**AVAILABLE DATA:**
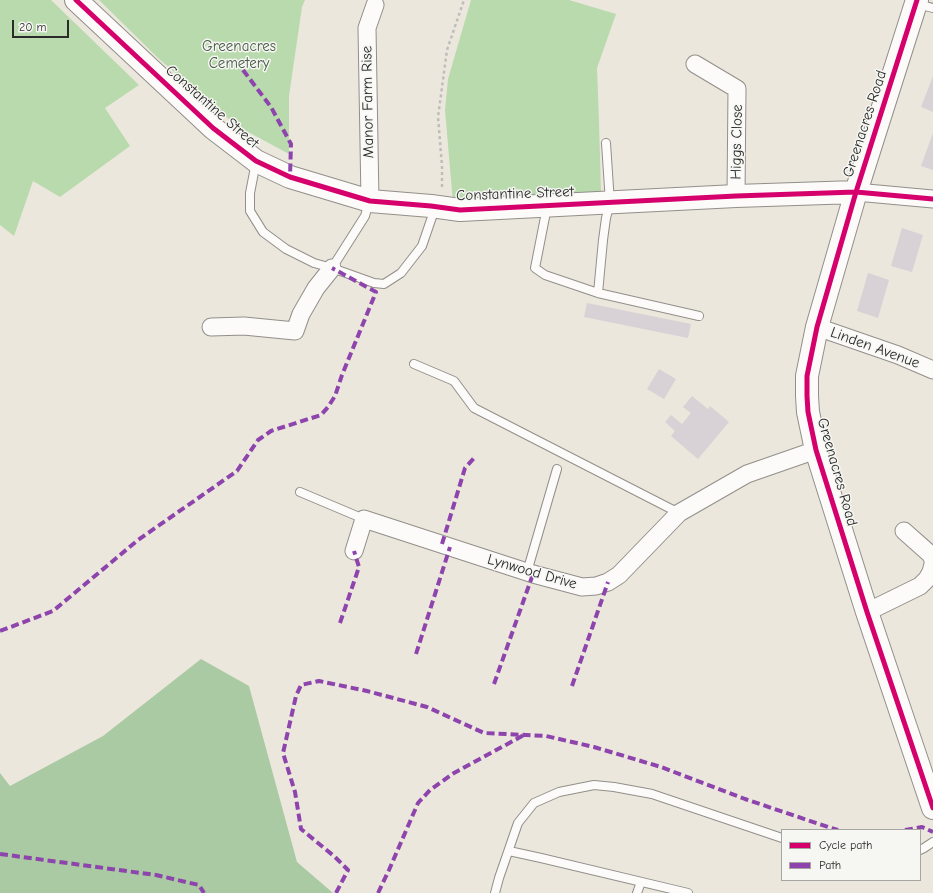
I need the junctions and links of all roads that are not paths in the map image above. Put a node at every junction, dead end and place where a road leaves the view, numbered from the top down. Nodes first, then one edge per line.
1 (76, 0) edge
2 (922, 4) edge
3 (375, 5) dead end
4 (695, 64) dead end
5 (606, 143) dead end
6 (256, 161) junction
7 (856, 192) junction
8 (736, 196) junction
9 (933, 199) edge
10 (370, 201) junction
11 (610, 203) junction
12 (547, 206) junction
13 (438, 211) junction
14 (332, 268) junction
15 (598, 294) junction
16 (698, 316) dead end
17 (817, 326) junction
18 (211, 327) dead end
19 (414, 364) dead end
20 (933, 370) edge
21 (816, 450) junction
22 (557, 469) dead end
23 (300, 492) dead end
24 (679, 513) junction
25 (364, 519) junction
26 (904, 531) dead end
27 (354, 551) dead end
28 (933, 560) edge
29 (933, 564) edge
30 (527, 572) junction
31 (867, 612) junction
32 (933, 805) edge
33 (781, 838) edge
34 (933, 842) edge
35 (921, 850) edge
36 (509, 851) junction
37 (641, 882) junction
38 (495, 893) edge
39 (637, 893) edge
40 (688, 893) edge

1 - 6 street, Constantine Street
2 - 7 street, Greenacres Road
3 - 10 street, Manor Farm Rise
4 - 8 street, Higgs Close
5 - 11 lane
6 - 10 street, Constantine Street
6 - 14 lane
7 - 8 street, Constantine Street
7 - 9 street
7 - 17 street, Greenacres Road
8 - 11 street, Constantine Street
10 - 13 street, Constantine Street
10 - 14 lane
11 - 12 street, Constantine Street
11 - 15 lane
12 - 13 street, Constantine Street
12 - 15 lane
13 - 14 lane
14 - 18 street
15 - 16 lane
17 - 20 street, Linden Avenue
17 - 21 street, Greenacres Road
19 - 24 lane
21 - 24 street, Lynwood Drive
21 - 31 street, Greenacres Road
22 - 30 lane
23 - 25 lane
24 - 30 street, Lynwood Drive
25 - 27 street
25 - 30 street, Lynwood Drive
26 - 28 street
29 - 31 street
31 - 32 street, Greenacres Road
33 - 36 lane
34 - 35 lane
36 - 37 lane
36 - 38 lane
37 - 39 lane
37 - 40 lane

**PROBLEM DESCRIPTION:** Each record above must be retyped exactly as given, with the images excluded.

**PROBLEM SOLUTION:**
I need the junctions and links of all roads that are not paths in the map image above. Put a node at every junction, dead end and place where a road leaves the view, numbered from the top down. Nodes first, then one edge per line.
1 (76, 0) edge
2 (922, 4) edge
3 (375, 5) dead end
4 (695, 64) dead end
5 (606, 143) dead end
6 (256, 161) junction
7 (856, 192) junction
8 (736, 196) junction
9 (933, 199) edge
10 (370, 201) junction
11 (610, 203) junction
12 (547, 206) junction
13 (438, 211) junction
14 (332, 268) junction
15 (598, 294) junction
16 (698, 316) dead end
17 (817, 326) junction
18 (211, 327) dead end
19 (414, 364) dead end
20 (933, 370) edge
21 (816, 450) junction
22 (557, 469) dead end
23 (300, 492) dead end
24 (679, 513) junction
25 (364, 519) junction
26 (904, 531) dead end
27 (354, 551) dead end
28 (933, 560) edge
29 (933, 564) edge
30 (527, 572) junction
31 (867, 612) junction
32 (933, 805) edge
33 (781, 838) edge
34 (933, 842) edge
35 (921, 850) edge
36 (509, 851) junction
37 (641, 882) junction
38 (495, 893) edge
39 (637, 893) edge
40 (688, 893) edge

1 - 6 street, Constantine Street
2 - 7 street, Greenacres Road
3 - 10 street, Manor Farm Rise
4 - 8 street, Higgs Close
5 - 11 lane
6 - 10 street, Constantine Street
6 - 14 lane
7 - 8 street, Constantine Street
7 - 9 street
7 - 17 street, Greenacres Road
8 - 11 street, Constantine Street
10 - 13 street, Constantine Street
10 - 14 lane
11 - 12 street, Constantine Street
11 - 15 lane
12 - 13 street, Constantine Street
12 - 15 lane
13 - 14 lane
14 - 18 street
15 - 16 lane
17 - 20 street, Linden Avenue
17 - 21 street, Greenacres Road
19 - 24 lane
21 - 24 street, Lynwood Drive
21 - 31 street, Greenacres Road
22 - 30 lane
23 - 25 lane
24 - 30 street, Lynwood Drive
25 - 27 street
25 - 30 street, Lynwood Drive
26 - 28 street
29 - 31 street
31 - 32 street, Greenacres Road
33 - 36 lane
34 - 35 lane
36 - 37 lane
36 - 38 lane
37 - 39 lane
37 - 40 lane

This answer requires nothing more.